Mais dans un message publié mardi sur son réseau Truth Social, il a fait marche arrière, remplaçant ce projet par "des accords de commerce et d'investissements" avec les monarchies du Golfe.
- "Conséquences socio-économiques" -
Sur le terrain, après une nouvelle nuit de frappes américaines, l'Iran a rapporté tout au long de la journée des bombardements tous azimuts: à Bandar Abbas et sur l'île de Qeshm, près du détroit d'Ormuz, mais aussi à Bouchehr (sud), où se trouve sa seule centrale nucléaire, ou encore dans la région pétrolifère proche de l'Irak et du Koweït.
Au total, 28 personnes ont été tuées depuis le regain des hostilités mercredi, selon un décompte de l'AFP à partir des médias iraniens et sources officielles.
"Il est certain que cela ne fait pas du bien de voir son pays en guerre", témoigne à Téhéran Hossein, un vendeur de 43 ans. "Mais je pense que c'est le droit naturel de chaque pays de se défendre lorsque son intégrité territoriale est attaquée".
Comme la veille, les Gardiens de la Révolution ont riposté en frappant des installations américaines à Bahreïn, où les sirènes d'alerte aérienne ont retenti à plusieurs reprises.
Le Koweït a lui fait état de l'interception "d'engins aériens hostiles", la Jordanie stoppant également des missiles.
Dans le détroit d'Ormuz, les Emirats arabes unis ont déploré des attaques de missiles iraniens contre deux de leurs pétroliers, tuant un membre d'équipage indien. Un pétrolier norvégien a également été touché par "un engin externe non identifié" au large des côtes omanaises tôt mardi, selon le cabinet spécialisé MTI Network.
Seuls sept navires de marchandises ont emprunté le détroit lundi, au plus bas depuis le 13 juin, selon la société de suivi maritime Kpler.

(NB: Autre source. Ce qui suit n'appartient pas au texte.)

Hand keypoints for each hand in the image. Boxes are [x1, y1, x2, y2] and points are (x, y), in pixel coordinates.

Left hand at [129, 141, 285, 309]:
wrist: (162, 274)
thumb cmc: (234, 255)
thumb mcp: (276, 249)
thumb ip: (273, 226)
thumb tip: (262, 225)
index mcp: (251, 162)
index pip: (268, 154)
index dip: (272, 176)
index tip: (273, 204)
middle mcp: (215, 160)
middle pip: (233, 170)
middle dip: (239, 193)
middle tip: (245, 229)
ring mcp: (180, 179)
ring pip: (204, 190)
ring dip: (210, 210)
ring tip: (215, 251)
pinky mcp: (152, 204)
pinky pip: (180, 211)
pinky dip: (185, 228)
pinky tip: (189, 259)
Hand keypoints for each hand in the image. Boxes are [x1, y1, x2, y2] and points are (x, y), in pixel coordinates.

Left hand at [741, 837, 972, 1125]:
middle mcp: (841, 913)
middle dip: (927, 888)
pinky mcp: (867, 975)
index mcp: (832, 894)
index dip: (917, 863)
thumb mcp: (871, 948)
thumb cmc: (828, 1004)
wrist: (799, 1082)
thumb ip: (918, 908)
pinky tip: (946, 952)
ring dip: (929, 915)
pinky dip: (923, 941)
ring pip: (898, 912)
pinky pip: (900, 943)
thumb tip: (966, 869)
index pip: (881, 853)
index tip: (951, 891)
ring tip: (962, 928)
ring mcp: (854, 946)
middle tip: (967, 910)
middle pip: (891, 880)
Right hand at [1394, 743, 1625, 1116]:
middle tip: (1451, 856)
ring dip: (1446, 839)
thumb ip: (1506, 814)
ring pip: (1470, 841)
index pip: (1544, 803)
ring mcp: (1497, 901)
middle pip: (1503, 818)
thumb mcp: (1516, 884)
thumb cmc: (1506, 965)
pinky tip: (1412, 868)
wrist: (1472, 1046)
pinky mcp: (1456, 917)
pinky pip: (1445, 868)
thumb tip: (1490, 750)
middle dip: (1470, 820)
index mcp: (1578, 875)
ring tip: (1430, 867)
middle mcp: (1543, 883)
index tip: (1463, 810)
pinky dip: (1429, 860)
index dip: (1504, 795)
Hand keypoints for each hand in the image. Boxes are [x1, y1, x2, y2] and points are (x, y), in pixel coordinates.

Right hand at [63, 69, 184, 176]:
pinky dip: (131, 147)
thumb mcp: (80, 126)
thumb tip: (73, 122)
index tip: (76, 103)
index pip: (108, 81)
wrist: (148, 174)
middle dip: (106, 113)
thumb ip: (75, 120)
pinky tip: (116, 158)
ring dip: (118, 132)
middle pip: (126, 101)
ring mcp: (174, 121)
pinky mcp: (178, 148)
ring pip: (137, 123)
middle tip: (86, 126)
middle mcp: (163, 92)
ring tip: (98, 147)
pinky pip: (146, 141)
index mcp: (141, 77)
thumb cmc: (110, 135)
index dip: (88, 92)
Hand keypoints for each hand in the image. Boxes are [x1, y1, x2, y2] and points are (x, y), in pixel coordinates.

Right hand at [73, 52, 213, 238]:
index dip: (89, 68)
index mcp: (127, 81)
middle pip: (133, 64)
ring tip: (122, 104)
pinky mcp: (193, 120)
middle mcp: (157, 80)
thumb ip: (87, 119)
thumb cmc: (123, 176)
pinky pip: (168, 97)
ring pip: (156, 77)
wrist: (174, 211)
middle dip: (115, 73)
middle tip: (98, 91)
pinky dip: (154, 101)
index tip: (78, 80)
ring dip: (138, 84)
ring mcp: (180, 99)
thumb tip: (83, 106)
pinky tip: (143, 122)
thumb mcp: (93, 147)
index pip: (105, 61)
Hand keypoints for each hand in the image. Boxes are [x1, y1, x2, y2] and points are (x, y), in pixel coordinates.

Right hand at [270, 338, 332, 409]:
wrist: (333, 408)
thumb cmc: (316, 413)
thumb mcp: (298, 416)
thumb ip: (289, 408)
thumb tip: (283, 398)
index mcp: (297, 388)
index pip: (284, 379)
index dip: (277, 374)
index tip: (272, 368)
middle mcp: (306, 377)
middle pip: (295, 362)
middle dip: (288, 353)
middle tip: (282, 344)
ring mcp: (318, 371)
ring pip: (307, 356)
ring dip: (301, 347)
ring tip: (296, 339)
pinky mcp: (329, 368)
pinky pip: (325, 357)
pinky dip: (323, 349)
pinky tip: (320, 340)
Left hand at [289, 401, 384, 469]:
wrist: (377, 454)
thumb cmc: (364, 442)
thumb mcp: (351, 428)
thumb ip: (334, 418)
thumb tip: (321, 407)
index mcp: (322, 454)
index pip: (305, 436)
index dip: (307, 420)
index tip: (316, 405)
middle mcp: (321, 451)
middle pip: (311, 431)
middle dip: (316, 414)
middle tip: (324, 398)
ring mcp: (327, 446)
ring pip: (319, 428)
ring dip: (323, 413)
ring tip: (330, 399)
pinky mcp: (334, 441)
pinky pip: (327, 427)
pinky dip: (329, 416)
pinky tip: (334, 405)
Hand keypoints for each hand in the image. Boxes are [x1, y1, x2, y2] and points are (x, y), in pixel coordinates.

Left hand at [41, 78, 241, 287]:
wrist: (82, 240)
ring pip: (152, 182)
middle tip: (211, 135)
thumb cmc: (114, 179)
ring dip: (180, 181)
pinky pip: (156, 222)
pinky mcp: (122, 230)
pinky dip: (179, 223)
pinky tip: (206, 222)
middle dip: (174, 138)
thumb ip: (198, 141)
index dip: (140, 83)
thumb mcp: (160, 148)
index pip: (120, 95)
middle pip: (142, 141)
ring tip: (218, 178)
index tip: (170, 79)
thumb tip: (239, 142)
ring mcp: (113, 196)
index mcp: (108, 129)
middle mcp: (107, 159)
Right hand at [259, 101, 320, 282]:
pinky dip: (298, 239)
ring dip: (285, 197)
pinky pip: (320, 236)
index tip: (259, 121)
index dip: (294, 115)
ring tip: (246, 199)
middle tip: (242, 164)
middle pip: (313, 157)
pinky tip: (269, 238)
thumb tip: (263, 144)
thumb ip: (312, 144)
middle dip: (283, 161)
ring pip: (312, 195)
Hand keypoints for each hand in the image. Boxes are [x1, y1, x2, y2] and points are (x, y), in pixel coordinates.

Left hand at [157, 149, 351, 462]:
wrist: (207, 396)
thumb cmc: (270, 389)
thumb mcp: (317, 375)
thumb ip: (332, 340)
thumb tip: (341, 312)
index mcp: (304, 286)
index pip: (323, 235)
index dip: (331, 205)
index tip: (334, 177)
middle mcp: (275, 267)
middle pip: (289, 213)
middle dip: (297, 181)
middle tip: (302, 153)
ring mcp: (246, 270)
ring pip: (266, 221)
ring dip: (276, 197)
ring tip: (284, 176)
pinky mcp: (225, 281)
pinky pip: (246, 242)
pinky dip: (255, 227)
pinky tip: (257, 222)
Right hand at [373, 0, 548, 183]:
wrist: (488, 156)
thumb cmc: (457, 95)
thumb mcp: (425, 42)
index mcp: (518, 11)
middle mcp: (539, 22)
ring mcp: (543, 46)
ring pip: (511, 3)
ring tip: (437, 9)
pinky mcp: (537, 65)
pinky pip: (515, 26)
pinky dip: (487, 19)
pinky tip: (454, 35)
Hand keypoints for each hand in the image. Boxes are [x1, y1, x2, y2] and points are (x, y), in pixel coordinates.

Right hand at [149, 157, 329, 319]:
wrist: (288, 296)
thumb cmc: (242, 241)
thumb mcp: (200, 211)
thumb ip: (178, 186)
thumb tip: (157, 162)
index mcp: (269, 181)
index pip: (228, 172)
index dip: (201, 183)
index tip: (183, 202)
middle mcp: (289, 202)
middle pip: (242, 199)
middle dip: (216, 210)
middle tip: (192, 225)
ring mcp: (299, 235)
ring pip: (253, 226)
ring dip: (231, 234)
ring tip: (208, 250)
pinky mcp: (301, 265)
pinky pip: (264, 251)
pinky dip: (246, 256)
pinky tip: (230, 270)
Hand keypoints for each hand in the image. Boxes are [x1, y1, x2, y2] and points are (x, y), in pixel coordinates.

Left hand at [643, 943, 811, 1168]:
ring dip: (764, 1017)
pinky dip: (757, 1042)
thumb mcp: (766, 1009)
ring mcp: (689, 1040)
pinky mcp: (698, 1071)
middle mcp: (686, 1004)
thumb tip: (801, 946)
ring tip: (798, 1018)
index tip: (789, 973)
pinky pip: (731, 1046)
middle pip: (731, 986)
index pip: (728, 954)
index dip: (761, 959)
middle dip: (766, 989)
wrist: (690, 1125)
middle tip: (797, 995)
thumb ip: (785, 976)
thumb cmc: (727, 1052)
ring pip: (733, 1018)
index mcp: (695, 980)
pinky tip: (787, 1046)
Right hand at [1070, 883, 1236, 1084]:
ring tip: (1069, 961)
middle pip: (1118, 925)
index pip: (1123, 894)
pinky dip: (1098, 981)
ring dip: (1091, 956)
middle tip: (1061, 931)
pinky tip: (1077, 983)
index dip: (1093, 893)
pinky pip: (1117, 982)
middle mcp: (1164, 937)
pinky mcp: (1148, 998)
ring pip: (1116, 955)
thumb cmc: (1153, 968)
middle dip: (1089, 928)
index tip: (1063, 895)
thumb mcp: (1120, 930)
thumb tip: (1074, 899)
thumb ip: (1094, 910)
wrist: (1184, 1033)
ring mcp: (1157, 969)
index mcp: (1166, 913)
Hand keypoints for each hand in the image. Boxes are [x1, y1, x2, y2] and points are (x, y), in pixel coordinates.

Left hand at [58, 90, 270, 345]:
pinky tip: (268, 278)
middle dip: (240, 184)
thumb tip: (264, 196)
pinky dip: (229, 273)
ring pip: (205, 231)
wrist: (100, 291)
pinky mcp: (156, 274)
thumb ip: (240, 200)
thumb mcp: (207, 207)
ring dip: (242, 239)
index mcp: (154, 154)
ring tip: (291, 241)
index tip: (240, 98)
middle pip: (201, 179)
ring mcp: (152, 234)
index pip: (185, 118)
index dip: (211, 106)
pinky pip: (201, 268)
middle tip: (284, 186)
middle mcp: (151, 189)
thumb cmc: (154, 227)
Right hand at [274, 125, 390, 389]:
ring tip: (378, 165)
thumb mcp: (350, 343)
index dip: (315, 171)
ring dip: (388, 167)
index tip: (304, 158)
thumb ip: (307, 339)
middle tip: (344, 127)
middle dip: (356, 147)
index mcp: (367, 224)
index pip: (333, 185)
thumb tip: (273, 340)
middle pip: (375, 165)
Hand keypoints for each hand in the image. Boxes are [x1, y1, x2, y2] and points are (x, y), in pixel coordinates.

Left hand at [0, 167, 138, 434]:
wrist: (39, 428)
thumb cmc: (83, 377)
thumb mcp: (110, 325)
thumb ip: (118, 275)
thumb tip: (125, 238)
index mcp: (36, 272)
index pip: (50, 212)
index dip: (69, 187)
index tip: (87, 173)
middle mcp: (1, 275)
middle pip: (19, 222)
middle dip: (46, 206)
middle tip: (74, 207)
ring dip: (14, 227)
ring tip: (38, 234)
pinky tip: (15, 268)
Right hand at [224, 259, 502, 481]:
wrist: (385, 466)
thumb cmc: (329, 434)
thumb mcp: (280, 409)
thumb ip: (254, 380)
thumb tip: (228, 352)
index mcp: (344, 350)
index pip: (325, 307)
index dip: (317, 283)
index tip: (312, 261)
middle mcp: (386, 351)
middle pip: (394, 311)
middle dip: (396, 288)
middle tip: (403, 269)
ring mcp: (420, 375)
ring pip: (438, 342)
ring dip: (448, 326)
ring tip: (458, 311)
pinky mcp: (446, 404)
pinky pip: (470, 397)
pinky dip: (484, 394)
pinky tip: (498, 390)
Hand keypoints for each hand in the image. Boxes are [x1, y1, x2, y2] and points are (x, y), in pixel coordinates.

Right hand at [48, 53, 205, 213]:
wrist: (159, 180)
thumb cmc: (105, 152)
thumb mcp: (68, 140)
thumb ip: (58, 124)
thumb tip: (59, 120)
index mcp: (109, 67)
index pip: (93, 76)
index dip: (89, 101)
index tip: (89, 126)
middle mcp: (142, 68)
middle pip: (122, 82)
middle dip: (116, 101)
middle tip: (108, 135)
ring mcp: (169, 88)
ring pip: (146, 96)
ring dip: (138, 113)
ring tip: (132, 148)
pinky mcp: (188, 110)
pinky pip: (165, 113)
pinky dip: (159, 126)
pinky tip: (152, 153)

Outre l'impact sur le commerce mondial d'hydrocarbures, l'ONU s'est alarmée mardi des "graves conséquences socio-économiques et humanitaires" du blocage de cette "voie de passage essentielle dont dépendent des millions de personnes" pour la nourriture, les médicaments et autres produits de première nécessité.
- Ormuz, noeud gordien -
Pour tenter de faire pression sur l'Iran qui veut garder la main sur le détroit où il n'autorise qu'un seul couloir de navigation, le long de ses côtes, les Etats-Unis vont rétablir le blocus des ports iraniens, mardi à 20H00 GMT.
Malgré les affrontements, Donald Trump estime un accord avec l'Iran encore "possible", les consultations avec les médiateurs se poursuivant, selon la diplomatie iranienne.
Durant le précédent blocus, lancé en avril en représailles au verrouillage du détroit par Téhéran, l'Iran n'avait pu exporter "un seul baril de pétrole", selon son négociateur en chef, Mohammad Bagher Ghalibaf.
L'opération avait "joué un rôle déterminant dans la conclusion du protocole d'accord", estime l'Institut pour l'étude de la guerre (ISW) dans un rapport.
Selon Barun Gupta, analyste du cabinet de sécurité maritime Vanguard Tech, les Etats-Unis sont "capables de soutenir les navires" désirant franchir le détroit sans se plier aux règles de Téhéran, en "abattant des projectiles ou en leur conseillant les meilleurs moments pour traverser".
Israël n'a pour l'heure pas pris part aux frappes tandis que le front libanais où les troupes israéliennes combattent le Hezbollah pro-iranien connaît une accalmie après une guerre dévastatrice.
Le Premier ministre Netanyahu a néanmoins averti les dirigeants iraniens d'une riposte "beaucoup plus puissante" que plus tôt cette année en cas d'attaque.